Arriving home four months later, Robin saves a young boy named Wulf from the Sheriff's ruthless cousin, Guy of Gisbourne. He finds his father Lord Locksley's corpse and his family's servant Duncan blinded by Gisbourne; Duncan explains that Lord Locksley was falsely accused of devil worship. The Sheriff consults the witch Mortianna, who foresees King Richard's return and that Robin and Azeem "will be our deaths".

Robin tells Marian of Peter's death, but she sees little need for his protection. Fleeing the Sheriff's forces into Sherwood Forest, Robin, Duncan and Azeem encounter a group of outlaws led by Wulf's father Little John, who challenges Robin to a duel. Robin wins and earns John's friendship but the bandit Will Scarlet refuses to trust him. Confronting the corrupt Bishop of Hereford for his role in Lord Locksley's death, Robin humiliates the Sheriff, who sends Gisbourne to terrorize the peasants in the search for "Robin of the Hood".

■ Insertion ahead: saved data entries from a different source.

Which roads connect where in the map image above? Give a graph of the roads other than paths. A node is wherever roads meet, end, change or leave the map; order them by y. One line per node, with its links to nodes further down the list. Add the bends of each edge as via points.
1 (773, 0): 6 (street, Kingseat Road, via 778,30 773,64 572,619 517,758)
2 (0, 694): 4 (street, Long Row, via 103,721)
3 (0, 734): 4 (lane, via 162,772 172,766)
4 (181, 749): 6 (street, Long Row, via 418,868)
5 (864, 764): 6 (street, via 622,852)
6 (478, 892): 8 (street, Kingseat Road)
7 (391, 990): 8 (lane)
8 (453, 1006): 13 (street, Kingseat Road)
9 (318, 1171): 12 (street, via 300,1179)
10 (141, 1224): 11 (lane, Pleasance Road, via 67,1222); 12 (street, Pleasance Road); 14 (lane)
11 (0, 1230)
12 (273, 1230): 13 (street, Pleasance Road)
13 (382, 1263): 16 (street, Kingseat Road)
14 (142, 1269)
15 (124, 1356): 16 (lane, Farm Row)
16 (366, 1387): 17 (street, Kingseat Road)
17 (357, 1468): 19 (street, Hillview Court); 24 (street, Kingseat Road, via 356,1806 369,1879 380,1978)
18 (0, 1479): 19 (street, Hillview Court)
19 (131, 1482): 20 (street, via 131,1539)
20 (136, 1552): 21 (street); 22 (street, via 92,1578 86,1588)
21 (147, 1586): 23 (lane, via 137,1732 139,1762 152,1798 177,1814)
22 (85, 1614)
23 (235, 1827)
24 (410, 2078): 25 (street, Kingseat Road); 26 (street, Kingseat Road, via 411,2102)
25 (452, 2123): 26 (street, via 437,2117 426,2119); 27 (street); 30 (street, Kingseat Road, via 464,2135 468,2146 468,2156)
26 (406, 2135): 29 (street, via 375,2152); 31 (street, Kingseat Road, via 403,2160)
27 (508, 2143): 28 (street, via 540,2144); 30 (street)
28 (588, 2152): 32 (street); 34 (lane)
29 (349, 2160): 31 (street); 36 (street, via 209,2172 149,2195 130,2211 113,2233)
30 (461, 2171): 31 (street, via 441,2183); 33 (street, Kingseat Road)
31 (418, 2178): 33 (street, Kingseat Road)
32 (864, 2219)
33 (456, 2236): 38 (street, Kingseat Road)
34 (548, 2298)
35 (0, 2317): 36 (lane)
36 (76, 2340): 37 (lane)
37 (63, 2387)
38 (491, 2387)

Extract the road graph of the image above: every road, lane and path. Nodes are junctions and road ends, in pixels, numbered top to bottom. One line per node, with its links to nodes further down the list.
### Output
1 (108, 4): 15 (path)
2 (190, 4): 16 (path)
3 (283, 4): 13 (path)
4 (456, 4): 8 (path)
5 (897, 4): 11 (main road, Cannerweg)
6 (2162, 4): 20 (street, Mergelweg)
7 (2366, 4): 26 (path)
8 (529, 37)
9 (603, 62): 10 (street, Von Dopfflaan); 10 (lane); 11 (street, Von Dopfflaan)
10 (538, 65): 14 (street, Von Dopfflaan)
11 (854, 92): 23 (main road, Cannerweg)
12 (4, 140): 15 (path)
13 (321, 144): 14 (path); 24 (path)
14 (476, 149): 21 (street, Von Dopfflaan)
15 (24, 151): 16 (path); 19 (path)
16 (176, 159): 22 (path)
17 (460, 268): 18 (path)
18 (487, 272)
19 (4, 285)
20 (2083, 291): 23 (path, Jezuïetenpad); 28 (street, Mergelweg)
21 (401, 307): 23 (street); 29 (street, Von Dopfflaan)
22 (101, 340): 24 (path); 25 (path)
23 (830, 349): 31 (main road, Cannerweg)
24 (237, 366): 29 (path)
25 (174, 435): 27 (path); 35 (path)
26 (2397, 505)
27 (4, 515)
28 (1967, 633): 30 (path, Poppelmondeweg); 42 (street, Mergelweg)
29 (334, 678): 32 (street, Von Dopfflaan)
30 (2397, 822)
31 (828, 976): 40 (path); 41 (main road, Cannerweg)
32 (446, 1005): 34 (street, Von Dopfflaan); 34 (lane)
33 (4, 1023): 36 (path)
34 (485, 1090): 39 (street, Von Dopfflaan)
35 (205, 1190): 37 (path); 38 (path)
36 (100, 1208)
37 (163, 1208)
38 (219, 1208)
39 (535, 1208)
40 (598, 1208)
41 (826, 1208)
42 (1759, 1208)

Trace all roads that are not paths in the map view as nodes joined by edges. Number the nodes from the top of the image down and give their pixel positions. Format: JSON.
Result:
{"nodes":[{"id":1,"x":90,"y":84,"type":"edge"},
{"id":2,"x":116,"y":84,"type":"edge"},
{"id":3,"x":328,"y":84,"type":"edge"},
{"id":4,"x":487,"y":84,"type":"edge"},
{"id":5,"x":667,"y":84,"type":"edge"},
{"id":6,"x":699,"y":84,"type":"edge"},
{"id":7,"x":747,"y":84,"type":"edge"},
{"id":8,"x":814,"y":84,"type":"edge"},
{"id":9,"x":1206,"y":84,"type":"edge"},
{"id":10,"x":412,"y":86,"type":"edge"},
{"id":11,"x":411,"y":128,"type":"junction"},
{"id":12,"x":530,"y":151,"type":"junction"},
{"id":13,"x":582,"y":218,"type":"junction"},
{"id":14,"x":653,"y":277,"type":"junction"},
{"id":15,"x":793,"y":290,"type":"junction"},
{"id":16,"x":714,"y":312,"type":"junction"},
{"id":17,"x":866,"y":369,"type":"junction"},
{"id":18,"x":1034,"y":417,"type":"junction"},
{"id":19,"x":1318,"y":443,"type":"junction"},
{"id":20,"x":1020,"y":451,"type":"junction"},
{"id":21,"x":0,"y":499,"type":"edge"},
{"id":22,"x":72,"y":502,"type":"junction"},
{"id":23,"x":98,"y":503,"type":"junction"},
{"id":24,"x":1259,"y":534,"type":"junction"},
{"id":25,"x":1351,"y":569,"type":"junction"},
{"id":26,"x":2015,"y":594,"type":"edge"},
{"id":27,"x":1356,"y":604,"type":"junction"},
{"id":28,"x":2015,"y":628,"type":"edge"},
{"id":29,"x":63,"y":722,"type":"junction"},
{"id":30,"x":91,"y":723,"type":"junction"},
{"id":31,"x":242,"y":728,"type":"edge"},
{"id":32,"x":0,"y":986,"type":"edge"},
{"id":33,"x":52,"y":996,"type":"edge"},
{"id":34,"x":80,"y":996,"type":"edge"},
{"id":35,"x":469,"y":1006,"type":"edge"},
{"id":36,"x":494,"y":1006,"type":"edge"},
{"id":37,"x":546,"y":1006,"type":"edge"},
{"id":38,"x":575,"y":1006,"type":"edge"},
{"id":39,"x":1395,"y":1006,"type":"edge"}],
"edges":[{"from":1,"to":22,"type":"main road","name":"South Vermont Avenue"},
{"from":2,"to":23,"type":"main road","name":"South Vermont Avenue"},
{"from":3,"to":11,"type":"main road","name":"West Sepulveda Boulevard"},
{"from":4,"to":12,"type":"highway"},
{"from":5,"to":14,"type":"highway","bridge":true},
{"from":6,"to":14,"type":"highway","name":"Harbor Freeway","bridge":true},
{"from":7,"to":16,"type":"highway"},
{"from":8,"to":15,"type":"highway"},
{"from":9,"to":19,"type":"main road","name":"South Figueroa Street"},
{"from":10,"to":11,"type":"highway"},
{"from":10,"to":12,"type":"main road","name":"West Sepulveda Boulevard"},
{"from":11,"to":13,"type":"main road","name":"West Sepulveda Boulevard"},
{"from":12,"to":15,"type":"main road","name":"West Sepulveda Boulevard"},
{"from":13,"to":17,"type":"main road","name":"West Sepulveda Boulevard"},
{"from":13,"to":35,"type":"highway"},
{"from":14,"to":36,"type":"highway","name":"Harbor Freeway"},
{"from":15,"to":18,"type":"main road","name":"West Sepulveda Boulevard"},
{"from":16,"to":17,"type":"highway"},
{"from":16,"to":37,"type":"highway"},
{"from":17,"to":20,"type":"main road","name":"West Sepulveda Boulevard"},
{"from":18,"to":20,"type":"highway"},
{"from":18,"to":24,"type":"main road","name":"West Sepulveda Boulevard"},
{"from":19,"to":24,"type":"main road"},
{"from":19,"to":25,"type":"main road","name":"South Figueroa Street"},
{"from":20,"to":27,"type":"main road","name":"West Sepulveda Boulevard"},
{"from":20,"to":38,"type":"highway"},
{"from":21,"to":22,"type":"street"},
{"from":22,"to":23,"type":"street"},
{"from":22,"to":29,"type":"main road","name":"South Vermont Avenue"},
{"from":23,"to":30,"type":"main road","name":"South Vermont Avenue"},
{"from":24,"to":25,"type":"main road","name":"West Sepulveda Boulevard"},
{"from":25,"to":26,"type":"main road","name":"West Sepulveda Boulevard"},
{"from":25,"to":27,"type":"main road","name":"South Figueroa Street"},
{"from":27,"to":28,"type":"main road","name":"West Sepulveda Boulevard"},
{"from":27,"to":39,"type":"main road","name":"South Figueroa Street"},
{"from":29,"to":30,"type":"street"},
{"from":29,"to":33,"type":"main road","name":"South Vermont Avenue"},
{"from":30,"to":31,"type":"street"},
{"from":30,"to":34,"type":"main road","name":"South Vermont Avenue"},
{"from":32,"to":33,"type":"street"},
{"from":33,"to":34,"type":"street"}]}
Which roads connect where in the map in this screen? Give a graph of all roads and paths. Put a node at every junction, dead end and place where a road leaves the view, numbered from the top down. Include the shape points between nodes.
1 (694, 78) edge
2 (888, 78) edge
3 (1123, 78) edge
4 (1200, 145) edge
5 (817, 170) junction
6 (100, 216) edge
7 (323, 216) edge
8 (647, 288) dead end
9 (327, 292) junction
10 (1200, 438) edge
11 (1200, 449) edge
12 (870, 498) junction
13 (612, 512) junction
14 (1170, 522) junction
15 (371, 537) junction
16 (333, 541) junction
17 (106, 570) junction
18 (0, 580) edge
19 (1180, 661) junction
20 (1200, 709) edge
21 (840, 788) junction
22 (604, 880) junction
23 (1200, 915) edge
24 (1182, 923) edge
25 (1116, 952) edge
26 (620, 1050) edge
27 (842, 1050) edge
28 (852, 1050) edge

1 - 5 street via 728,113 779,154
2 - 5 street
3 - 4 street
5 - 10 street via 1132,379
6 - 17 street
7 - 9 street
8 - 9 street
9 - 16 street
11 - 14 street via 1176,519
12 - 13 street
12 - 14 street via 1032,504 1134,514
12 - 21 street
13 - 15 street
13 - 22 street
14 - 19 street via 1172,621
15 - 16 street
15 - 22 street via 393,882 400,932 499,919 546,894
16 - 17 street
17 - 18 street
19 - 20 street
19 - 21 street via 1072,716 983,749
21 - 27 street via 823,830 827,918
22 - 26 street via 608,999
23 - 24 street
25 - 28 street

Despite the price on his head, Robin shapes the growing band of outlaws into a formidable force against the Sheriff. They rob rich folk passing through the forest and distribute the stolen wealth and food among the poor, and coerce the beer-loving Friar Tuck to join them. Marian offers Robin any aid she can and they fall in love. Robin's success and public support infuriate the Sheriff, who worsens his abuse of the peasants and kills Gisbourne for failing to stop the outlaws. Mortianna advises the Sheriff to recruit fearsome Celtic warriors from Scotland and that he must marry someone of royal blood: Marian, King Richard's cousin.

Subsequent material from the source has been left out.